[[ Entries shown open ]]

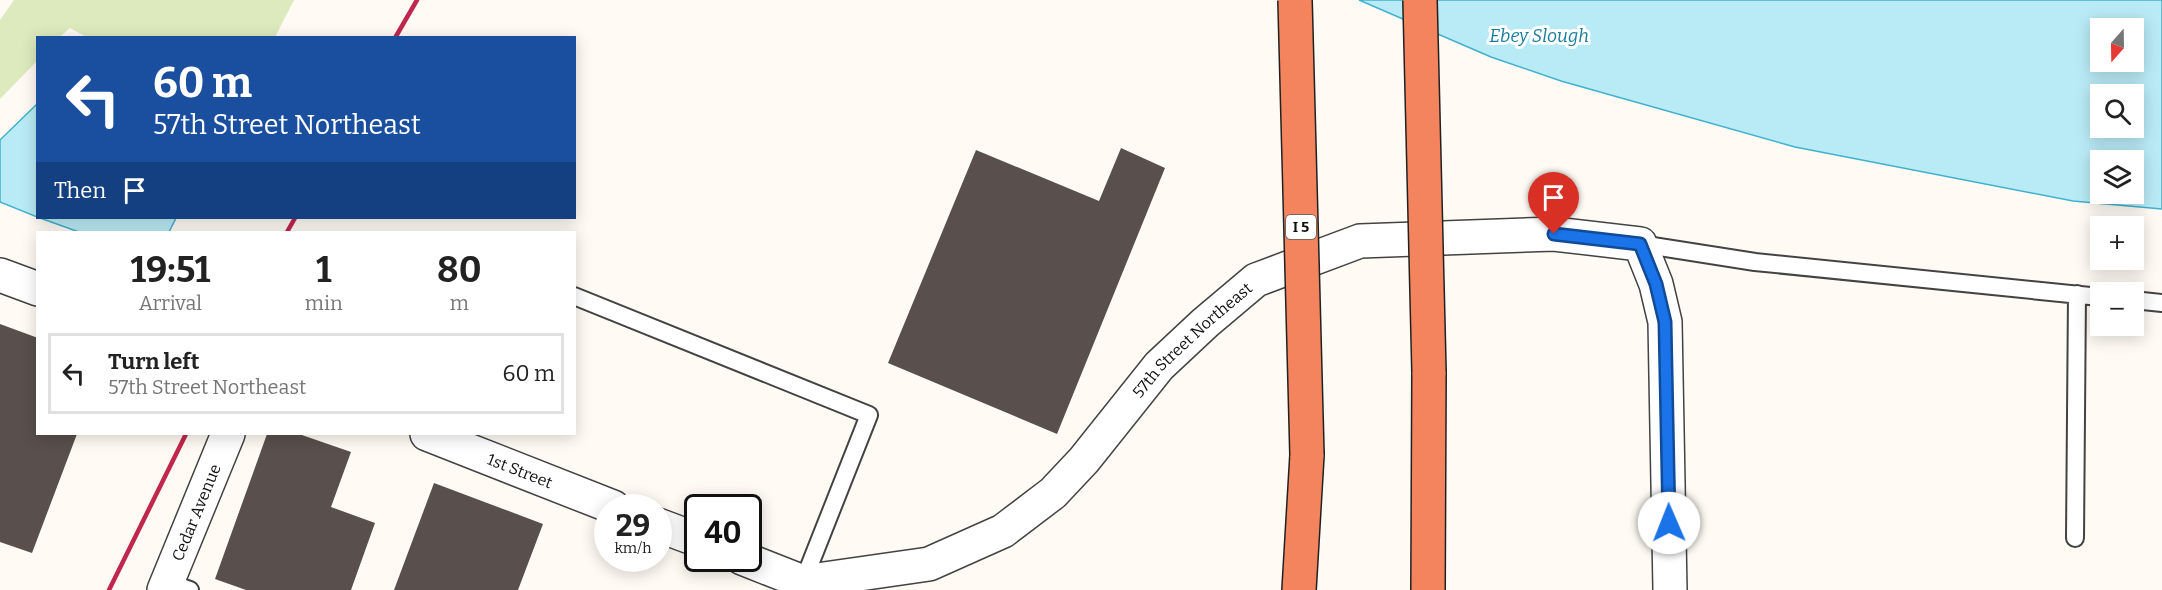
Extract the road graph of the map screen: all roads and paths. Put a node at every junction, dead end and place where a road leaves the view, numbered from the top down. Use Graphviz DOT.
graph roads {
  1 [pos="1295,0"];
  2 [pos="1420,0"];
  3 [pos="1640,244"];
  4 [pos="0,275"];
  5 [pos="36,288"];
  6 [pos="2077,294"];
  7 [pos="2090,296"];
  8 [pos="576,297"];
  9 [pos="2144,301"];
  10 [pos="2162,303"];
  11 [pos="228,435"];
  12 [pos="433,435"];
  13 [pos="594,499"];
  14 [pos="2075,538"];
  15 [pos="762,566"];
  16 [pos="803,582"];
  17 [pos="174,587"];
  18 [pos="1299,590"];
  19 [pos="1428,590"];
  20 [pos="1670,590"];
  1 -- 18 [label="highway, I 5, bridge"];
  2 -- 19 [label="highway, bridge"];
  3 -- 6 [label="lane"];
  3 -- 16 [label="street, 57th Street Northeast"];
  3 -- 20 [label="street"];
  4 -- 5 [label="street"];
  6 -- 7 [label="lane"];
  6 -- 14 [label="lane"];
  8 -- 16 [label="lane"];
  9 -- 10 [label="lane"];
  11 -- 17 [label="street, Cedar Avenue"];
  12 -- 13 [label="street, 1st Street"];
  15 -- 16 [label="street"];
}
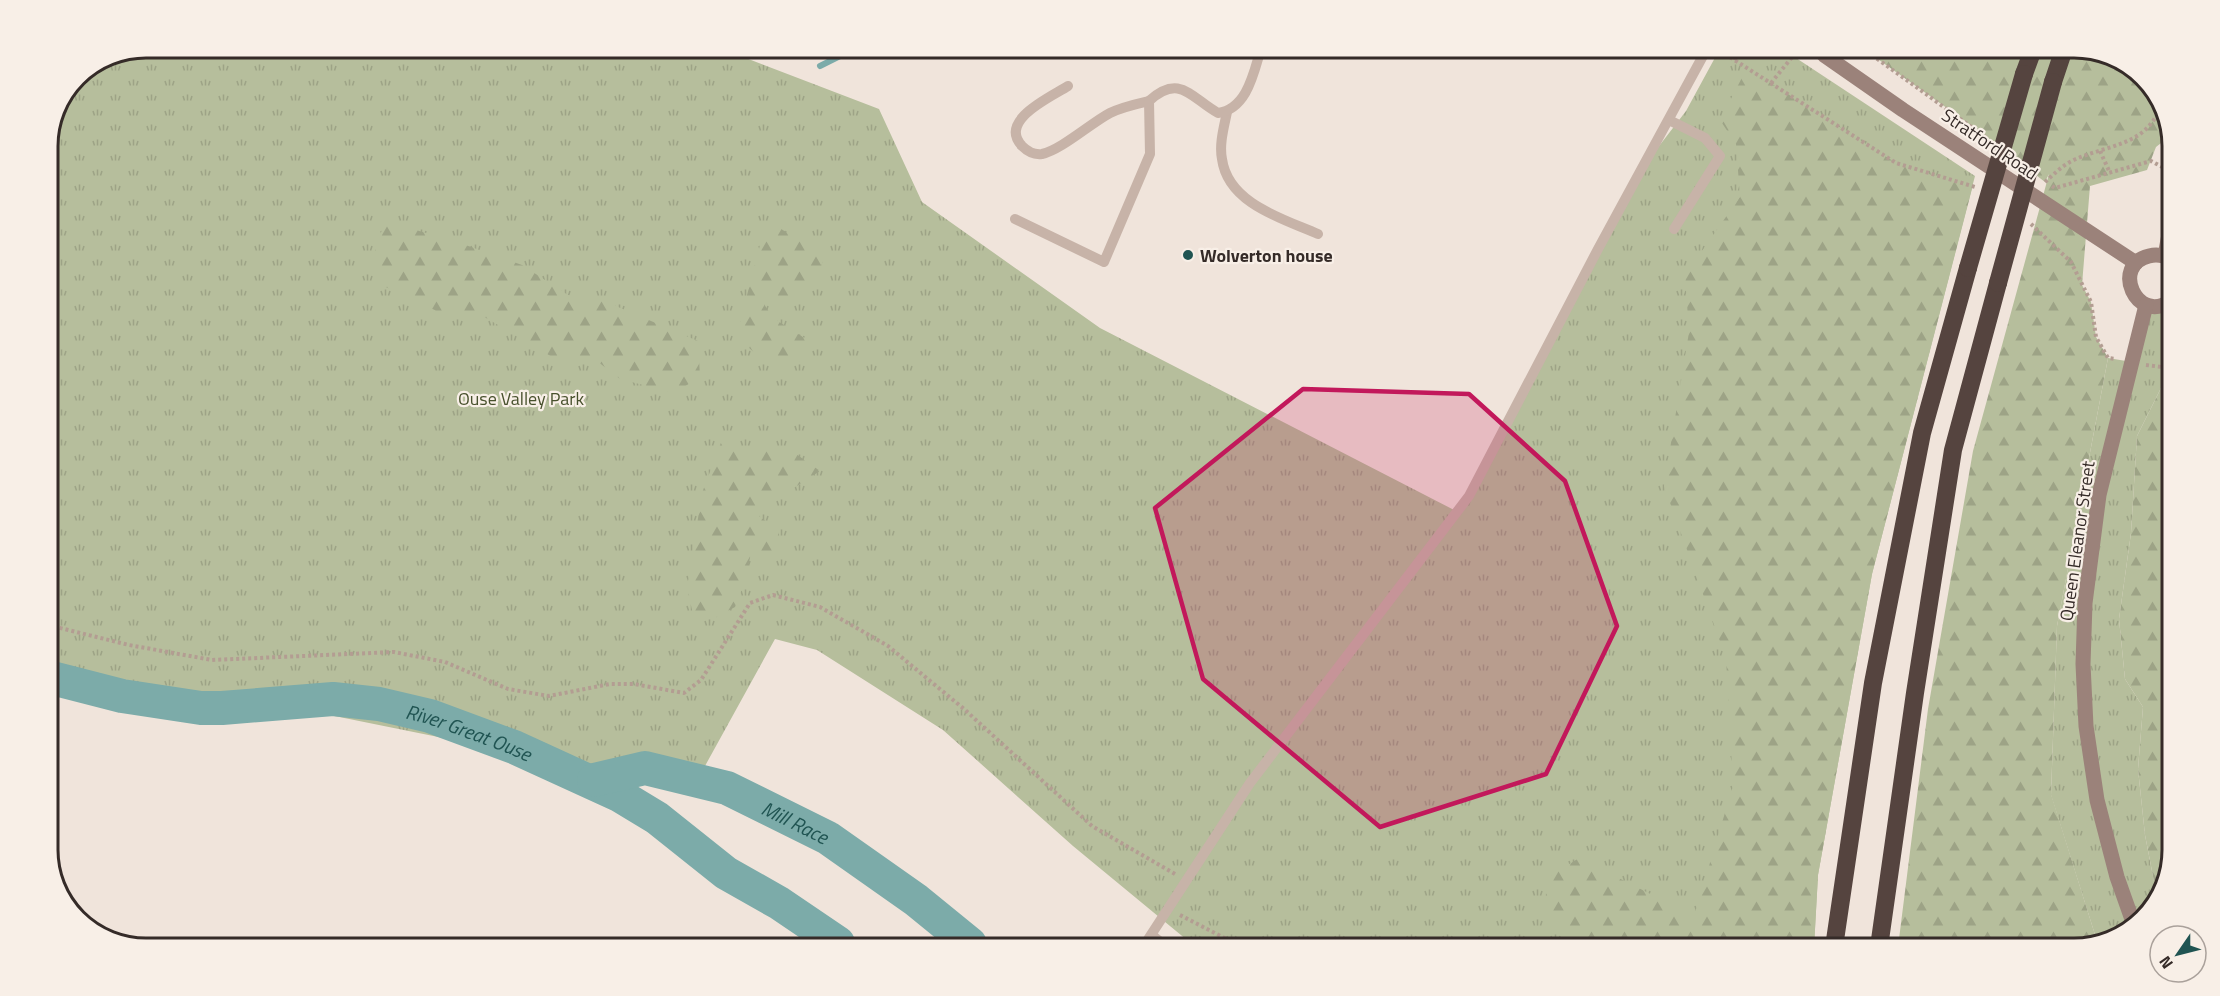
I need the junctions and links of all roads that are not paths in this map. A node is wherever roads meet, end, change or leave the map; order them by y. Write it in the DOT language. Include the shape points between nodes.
graph roads {
  1 [pos="1258,58"];
  2 [pos="1702,58"];
  3 [pos="1830,58"];
  4 [pos="2030,58"];
  5 [pos="2061,58"];
  6 [pos="1068,86"];
  7 [pos="1149,100"];
  8 [pos="1227,112"];
  9 [pos="1669,120"];
  10 [pos="1015,219"];
  11 [pos="1674,229"];
  12 [pos="1318,234"];
  13 [pos="2161,257"];
  14 [pos="2136,263"];
  15 [pos="2161,304"];
  16 [pos="2146,305"];
  17 [pos="2131,917"];
  18 [pos="1149,938"];
  19 [pos="1835,938"];
  20 [pos="1880,938"];
  1 -- 8 [label="lane" via="1243,99"];
  2 -- 9 [label="lane"];
  3 -- 14 [label="street, Stratford Road"];
  4 -- 19 [label="highway, bridge" via="1922,433 1877,660"];
  5 -- 20 [label="highway, bridge" via="1953,450"];
  6 -- 7 [label="lane" via="1023,115 1016,125 1019,144 1029,152 1052,150 1112,112"];
  7 -- 8 [label="lane" via="1174,87 1191,93 1218,113"];
  7 -- 10 [label="lane" via="1150,154 1104,262"];
  8 -- 12 [label="lane" via="1222,159 1233,183 1256,206"];
  9 -- 11 [label="lane" via="1705,138 1720,156"];
  9 -- 18 [label="lane" via="1469,496 1250,783"];
  13 -- 14 [label="street" via="2144,257"];
  14 -- 16 [label="street" via="2130,287"];
  15 -- 16 [label="street"];
  16 -- 17 [label="street, Queen Eleanor Street" via="2099,495 2085,603 2083,664 2086,726 2097,800"];
}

[[ Entries shown closed ]]

Task:
The expected answer is an exact copy of the lines beginning at the one with "I need the junctions" and running to the end of the entries above.

Exercise result:
I need the junctions and links of all roads that are not paths in this map. A node is wherever roads meet, end, change or leave the map; order them by y. Write it in the DOT language. Include the shape points between nodes.
graph roads {
  1 [pos="1258,58"];
  2 [pos="1702,58"];
  3 [pos="1830,58"];
  4 [pos="2030,58"];
  5 [pos="2061,58"];
  6 [pos="1068,86"];
  7 [pos="1149,100"];
  8 [pos="1227,112"];
  9 [pos="1669,120"];
  10 [pos="1015,219"];
  11 [pos="1674,229"];
  12 [pos="1318,234"];
  13 [pos="2161,257"];
  14 [pos="2136,263"];
  15 [pos="2161,304"];
  16 [pos="2146,305"];
  17 [pos="2131,917"];
  18 [pos="1149,938"];
  19 [pos="1835,938"];
  20 [pos="1880,938"];
  1 -- 8 [label="lane" via="1243,99"];
  2 -- 9 [label="lane"];
  3 -- 14 [label="street, Stratford Road"];
  4 -- 19 [label="highway, bridge" via="1922,433 1877,660"];
  5 -- 20 [label="highway, bridge" via="1953,450"];
  6 -- 7 [label="lane" via="1023,115 1016,125 1019,144 1029,152 1052,150 1112,112"];
  7 -- 8 [label="lane" via="1174,87 1191,93 1218,113"];
  7 -- 10 [label="lane" via="1150,154 1104,262"];
  8 -- 12 [label="lane" via="1222,159 1233,183 1256,206"];
  9 -- 11 [label="lane" via="1705,138 1720,156"];
  9 -- 18 [label="lane" via="1469,496 1250,783"];
  13 -- 14 [label="street" via="2144,257"];
  14 -- 16 [label="street" via="2130,287"];
  15 -- 16 [label="street"];
  16 -- 17 [label="street, Queen Eleanor Street" via="2099,495 2085,603 2083,664 2086,726 2097,800"];
}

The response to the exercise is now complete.